▶ **REQUIRED WORK**:
Go through the data and report how many lines include the word "Avenue", giving only the number.
*** Opening DATA ***
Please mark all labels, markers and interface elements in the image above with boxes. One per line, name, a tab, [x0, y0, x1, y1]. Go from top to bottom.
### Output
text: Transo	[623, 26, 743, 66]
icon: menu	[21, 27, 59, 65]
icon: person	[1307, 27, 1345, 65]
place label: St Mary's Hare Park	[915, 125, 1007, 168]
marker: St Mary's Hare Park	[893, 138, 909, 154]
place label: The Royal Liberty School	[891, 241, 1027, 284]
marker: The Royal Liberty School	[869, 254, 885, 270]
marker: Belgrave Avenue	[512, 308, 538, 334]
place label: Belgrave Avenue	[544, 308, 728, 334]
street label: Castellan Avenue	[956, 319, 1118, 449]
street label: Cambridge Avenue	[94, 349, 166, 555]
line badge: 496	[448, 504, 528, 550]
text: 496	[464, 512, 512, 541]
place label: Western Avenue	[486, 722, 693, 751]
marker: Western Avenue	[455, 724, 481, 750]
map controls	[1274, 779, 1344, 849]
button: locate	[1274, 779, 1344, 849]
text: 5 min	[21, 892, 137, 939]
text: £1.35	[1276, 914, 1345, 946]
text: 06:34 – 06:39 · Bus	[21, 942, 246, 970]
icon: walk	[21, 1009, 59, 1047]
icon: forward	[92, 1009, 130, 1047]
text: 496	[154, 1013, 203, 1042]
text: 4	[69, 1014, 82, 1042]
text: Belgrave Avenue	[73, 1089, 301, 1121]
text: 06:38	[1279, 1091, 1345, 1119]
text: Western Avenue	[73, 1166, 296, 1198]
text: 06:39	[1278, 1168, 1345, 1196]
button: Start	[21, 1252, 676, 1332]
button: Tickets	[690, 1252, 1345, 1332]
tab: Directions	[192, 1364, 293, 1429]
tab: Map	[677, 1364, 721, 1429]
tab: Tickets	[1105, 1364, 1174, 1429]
*** Closing DATA ***
▶ **TASK ANSWER**:
8